Mais la signature de cet accord allait provoquer la « disgrâce fulgurante de Jean-Paul Komanda », limogé en août 2024. Le protocole imposait au Gabon le paiement sous trois mois de 90 millions d’euros, en échange d’une levée des saisies conservatoires. Pourtant, la cour d’appel de Paris avait annulé dès avril 2022 la sentence arbitrale de la CCI qui condamnait le Gabon. « Un paradoxe juridique majeur dont Libreville tente désormais de se défaire », observe Africa Intelligence.
Le 3 février 2025, le juge de la mise en état du tribunal de Paris avait homologué le protocole, décision actuellement contestée par les avocats du Gabon, dont Jean-Marc Fedida. Cette homologation ouvre aujourd’hui la voie à une vente forcée. Et si elle aboutit, l’État gabonais se retrouverait dans une « situation financière critique alors que ses comptes publics sont déjà exsangues ».
Libreville pourrait théoriquement régler la somme exigée, mais ses marges budgétaires sont étouffées. Autre option : vendre lui-même l’hôtel particulier, une opération qui nécessiterait l’accord du juge de l’exécution et des créanciers. Africa Intelligence rappelle que le président Brice Clotaire Oligui Nguema espérait tirer « entre 200 et 400 millions d’euros » de la cession, un objectif aujourd’hui menacé par l’urgence judiciaire. Car une vente aux enchères ferait tomber le prix plancher à 120 millions d’euros, somme captée par Santullo-Sericom sans garantie de surplus pour le Gabon.

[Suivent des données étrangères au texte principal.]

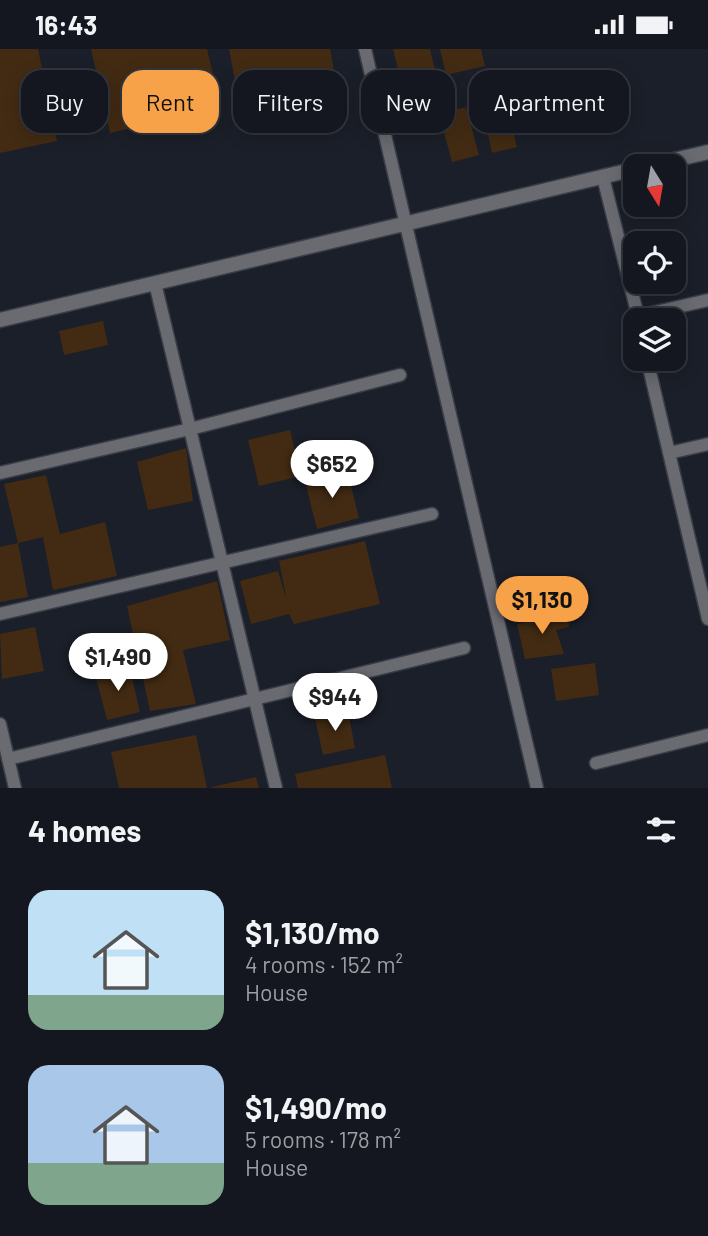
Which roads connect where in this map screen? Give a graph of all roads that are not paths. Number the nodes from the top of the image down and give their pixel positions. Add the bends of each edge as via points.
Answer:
1 (365, 49) edge
2 (708, 152) edge
3 (686, 157) edge
4 (623, 172) edge
5 (603, 177) junction
6 (406, 224) junction
7 (155, 283) junction
8 (708, 300) edge
9 (636, 308) edge
10 (677, 308) edge
11 (0, 320) edge
12 (651, 371) edge
13 (400, 375) dead end
14 (190, 429) junction
15 (708, 444) edge
16 (669, 453) junction
17 (0, 473) edge
18 (432, 514) dead end
19 (222, 564) junction
20 (705, 588) edge
21 (0, 614) edge
22 (708, 619) edge
23 (464, 648) dead end
24 (255, 699) junction
25 (0, 725) edge
26 (708, 735) edge
27 (8, 759) junction
28 (596, 763) dead end
29 (15, 788) edge
30 (276, 788) edge
31 (537, 788) edge

1 - 6 street
2 - 3 street
4 - 5 street
5 - 6 street
5 - 9 street
6 - 7 street
6 - 31 street
7 - 11 street
7 - 14 street
8 - 10 street
12 - 16 street
13 - 14 street
14 - 17 street
14 - 19 street
15 - 16 street
16 - 20 street
18 - 19 street
19 - 21 street
19 - 24 street
20 - 22 street
23 - 24 street
24 - 27 street
24 - 30 street
25 - 27 street
26 - 28 street
27 - 29 street

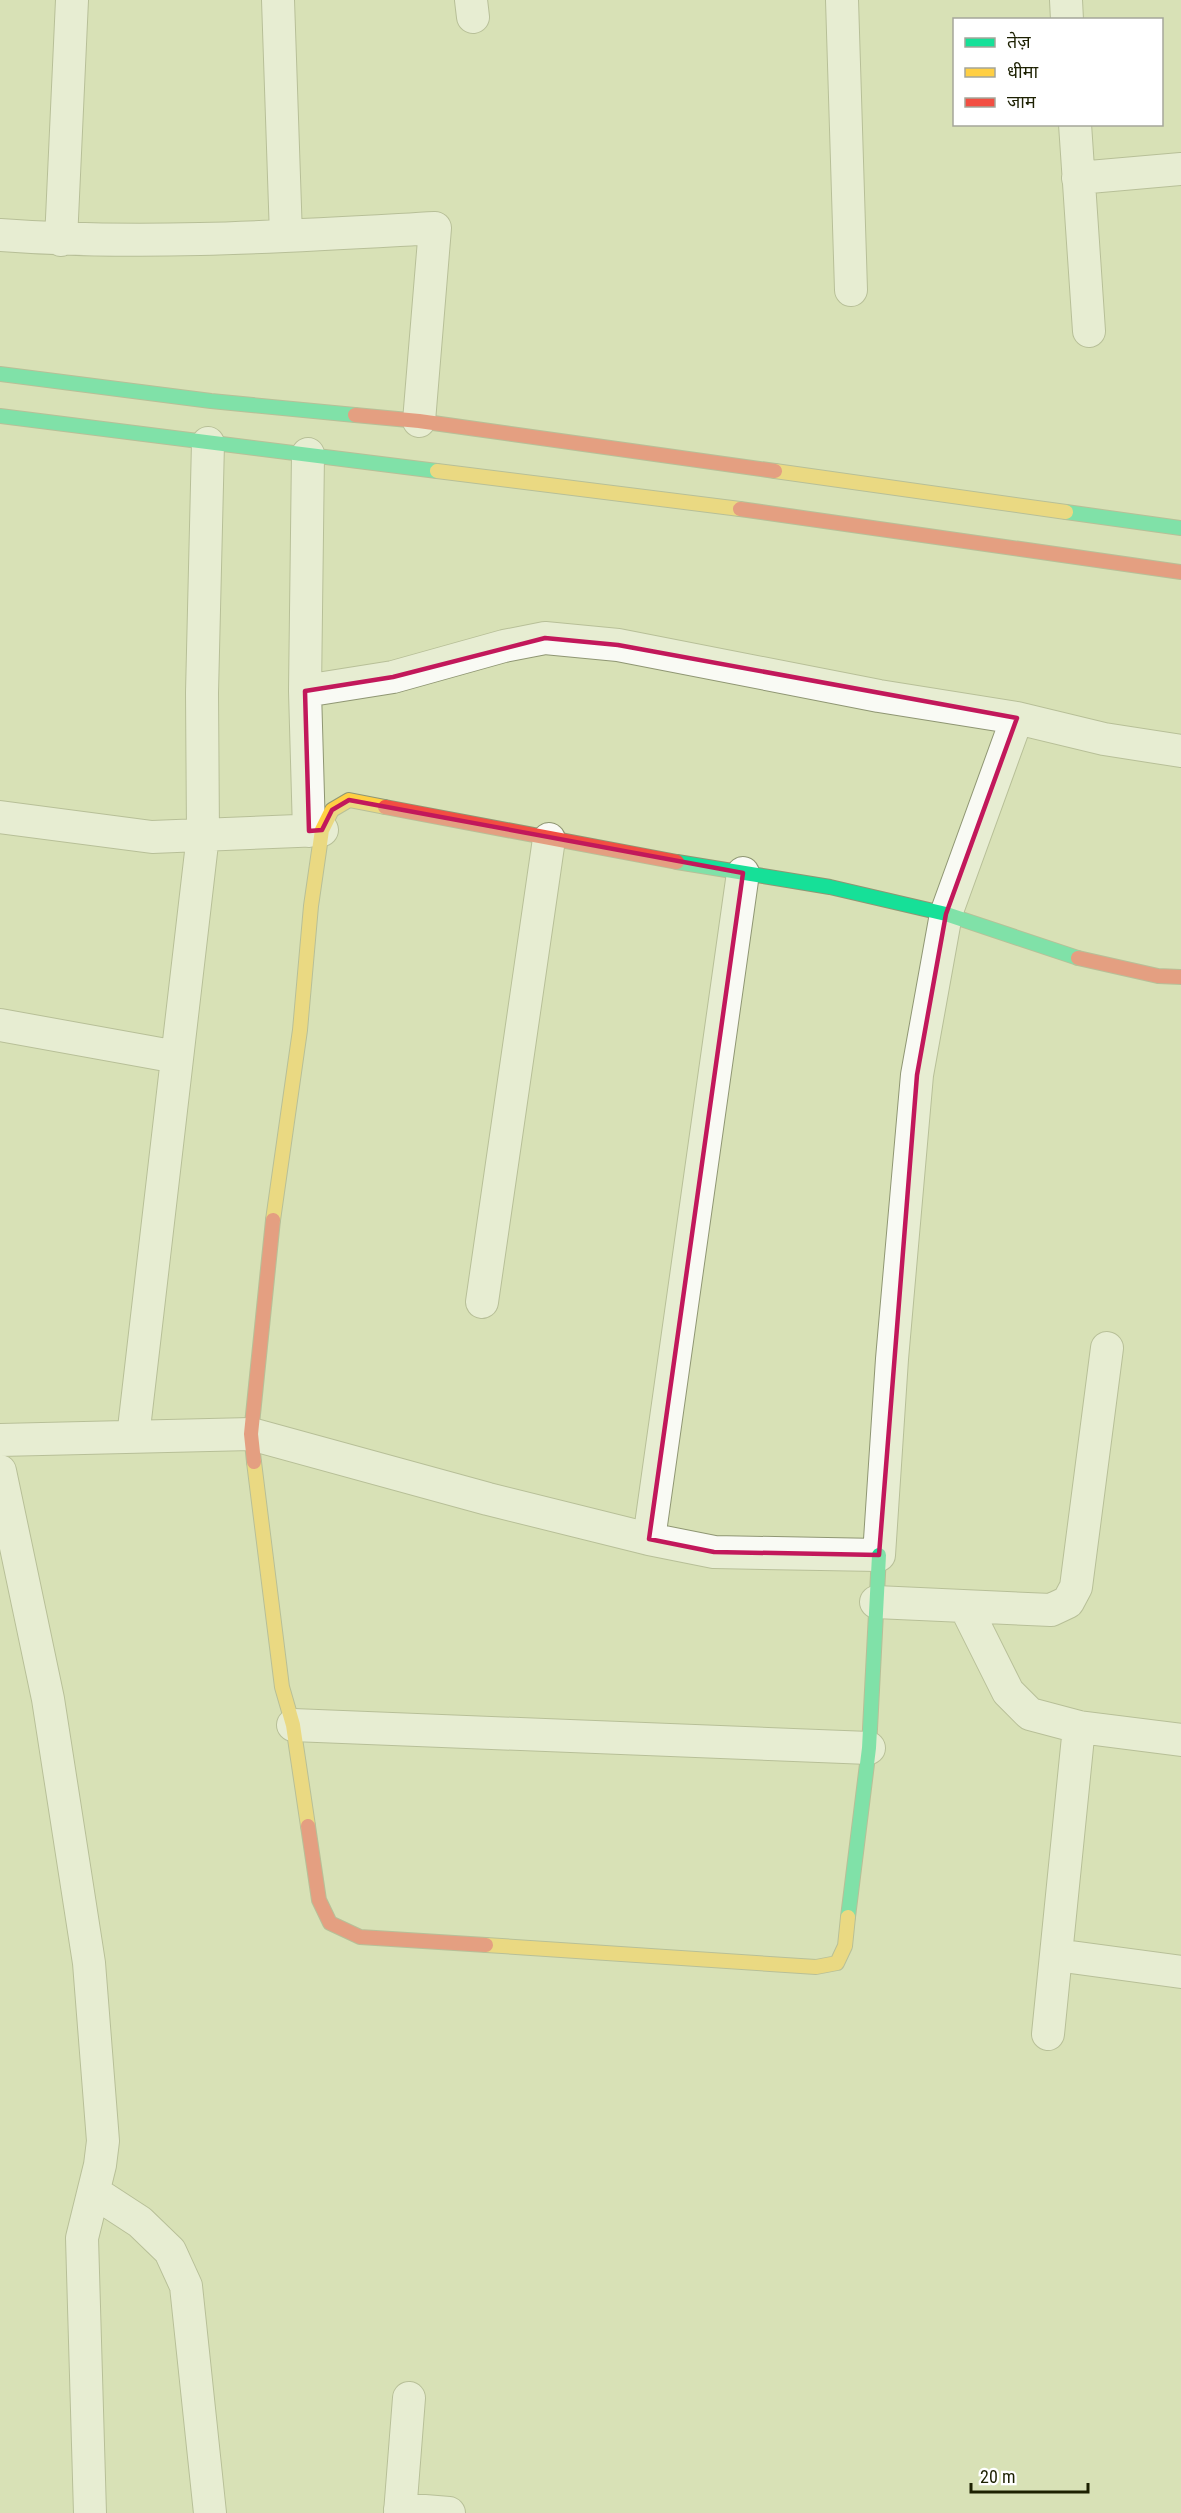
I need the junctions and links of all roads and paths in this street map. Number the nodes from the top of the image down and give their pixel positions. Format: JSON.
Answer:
{"nodes":[{"id":1,"x":72,"y":0,"type":"edge"},
{"id":2,"x":278,"y":0,"type":"edge"},
{"id":3,"x":842,"y":0,"type":"edge"},
{"id":4,"x":1066,"y":0,"type":"edge"},
{"id":5,"x":1067,"y":18,"type":"edge"},
{"id":6,"x":1075,"y":126,"type":"edge"},
{"id":7,"x":1181,"y":169,"type":"edge"},
{"id":8,"x":1078,"y":178,"type":"junction"},
{"id":9,"x":0,"y":235,"type":"edge"},
{"id":10,"x":286,"y":236,"type":"junction"},
{"id":11,"x":61,"y":240,"type":"junction"},
{"id":12,"x":851,"y":290,"type":"dead end"},
{"id":13,"x":1089,"y":331,"type":"dead end"},
{"id":14,"x":0,"y":374,"type":"edge"},
{"id":15,"x":0,"y":416,"type":"edge"},
{"id":16,"x":419,"y":421,"type":"junction"},
{"id":17,"x":208,"y":443,"type":"junction"},
{"id":18,"x":308,"y":454,"type":"junction"},
{"id":19,"x":1181,"y":528,"type":"edge"},
{"id":20,"x":1181,"y":572,"type":"edge"},
{"id":21,"x":305,"y":691,"type":"junction"},
{"id":22,"x":1017,"y":718,"type":"junction"},
{"id":23,"x":1181,"y":752,"type":"edge"},
{"id":24,"x":0,"y":817,"type":"edge"},
{"id":25,"x":316,"y":830,"type":"junction"},
{"id":26,"x":202,"y":835,"type":"junction"},
{"id":27,"x":549,"y":838,"type":"junction"},
{"id":28,"x":743,"y":873,"type":"junction"},
{"id":29,"x":946,"y":914,"type":"junction"},
{"id":30,"x":1181,"y":977,"type":"edge"},
{"id":31,"x":0,"y":1025,"type":"edge"},
{"id":32,"x":177,"y":1057,"type":"junction"},
{"id":33,"x":482,"y":1302,"type":"dead end"},
{"id":34,"x":1107,"y":1348,"type":"dead end"},
{"id":35,"x":251,"y":1434,"type":"junction"},
{"id":36,"x":133,"y":1437,"type":"junction"},
{"id":37,"x":0,"y":1440,"type":"edge"},
{"id":38,"x":0,"y":1471,"type":"edge"},
{"id":39,"x":649,"y":1539,"type":"junction"},
{"id":40,"x":879,"y":1556,"type":"junction"},
{"id":41,"x":876,"y":1602,"type":"junction"},
{"id":42,"x":966,"y":1608,"type":"junction"},
{"id":43,"x":293,"y":1725,"type":"junction"},
{"id":44,"x":1079,"y":1727,"type":"junction"},
{"id":45,"x":1181,"y":1740,"type":"edge"},
{"id":46,"x":869,"y":1748,"type":"junction"},
{"id":47,"x":1056,"y":1955,"type":"junction"},
{"id":48,"x":1181,"y":1972,"type":"edge"},
{"id":49,"x":1048,"y":2034,"type":"dead end"},
{"id":50,"x":94,"y":2192,"type":"junction"},
{"id":51,"x":409,"y":2398,"type":"dead end"},
{"id":52,"x":400,"y":2511,"type":"edge"},
{"id":53,"x":90,"y":2513,"type":"edge"},
{"id":54,"x":210,"y":2513,"type":"edge"},
{"id":55,"x":449,"y":2513,"type":"edge"}],
"edges":[{"from":1,"to":11,"type":"street"},
{"from":2,"to":10,"type":"street"},
{"from":3,"to":12,"type":"street"},
{"from":4,"to":5,"type":"street"},
{"from":6,"to":8,"type":"street"},
{"from":7,"to":8,"type":"street"},
{"from":8,"to":13,"type":"street"},
{"from":9,"to":11,"type":"street"},
{"from":10,"to":11,"type":"street"},
{"from":10,"to":16,"type":"street"},
{"from":14,"to":16,"type":"main road"},
{"from":15,"to":17,"type":"main road"},
{"from":16,"to":19,"type":"main road"},
{"from":17,"to":18,"type":"main road"},
{"from":17,"to":26,"type":"street"},
{"from":18,"to":20,"type":"main road"},
{"from":18,"to":21,"type":"street"},
{"from":21,"to":22,"type":"street"},
{"from":21,"to":25,"type":"street"},
{"from":22,"to":23,"type":"street"},
{"from":22,"to":29,"type":"street"},
{"from":24,"to":26,"type":"street"},
{"from":25,"to":26,"type":"street"},
{"from":25,"to":27,"type":"main road"},
{"from":25,"to":35,"type":"main road"},
{"from":26,"to":32,"type":"street"},
{"from":27,"to":28,"type":"main road"},
{"from":27,"to":33,"type":"street"},
{"from":28,"to":29,"type":"main road"},
{"from":28,"to":39,"type":"street"},
{"from":29,"to":30,"type":"main road"},
{"from":29,"to":40,"type":"street"},
{"from":31,"to":32,"type":"street"},
{"from":32,"to":36,"type":"street"},
{"from":34,"to":42,"type":"street"},
{"from":35,"to":36,"type":"street"},
{"from":35,"to":39,"type":"street"},
{"from":35,"to":43,"type":"main road"},
{"from":36,"to":37,"type":"street"},
{"from":38,"to":50,"type":"street"},
{"from":39,"to":40,"type":"street"},
{"from":40,"to":41,"type":"main road"},
{"from":41,"to":42,"type":"street"},
{"from":41,"to":46,"type":"main road"},
{"from":42,"to":44,"type":"street"},
{"from":43,"to":46,"type":"street"},
{"from":43,"to":46,"type":"main road"},
{"from":44,"to":45,"type":"street"},
{"from":44,"to":47,"type":"street"},
{"from":47,"to":48,"type":"street"},
{"from":47,"to":49,"type":"street"},
{"from":50,"to":53,"type":"street"},
{"from":50,"to":54,"type":"street"},
{"from":51,"to":52,"type":"street"},
{"from":52,"to":55,"type":"street"}]}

Ancienne propriété de Karl Lagerfeld, l’hôtel Pozzo di Borgo demeure depuis 2018 une cible privilégiée des créanciers, de Santullo-Sericom à Webcor, en passant par Averda. « Ce bâtiment de prestige symbolise désormais les vulnérabilités financières et judiciaires de l’État gabonais », conclut Africa Intelligence.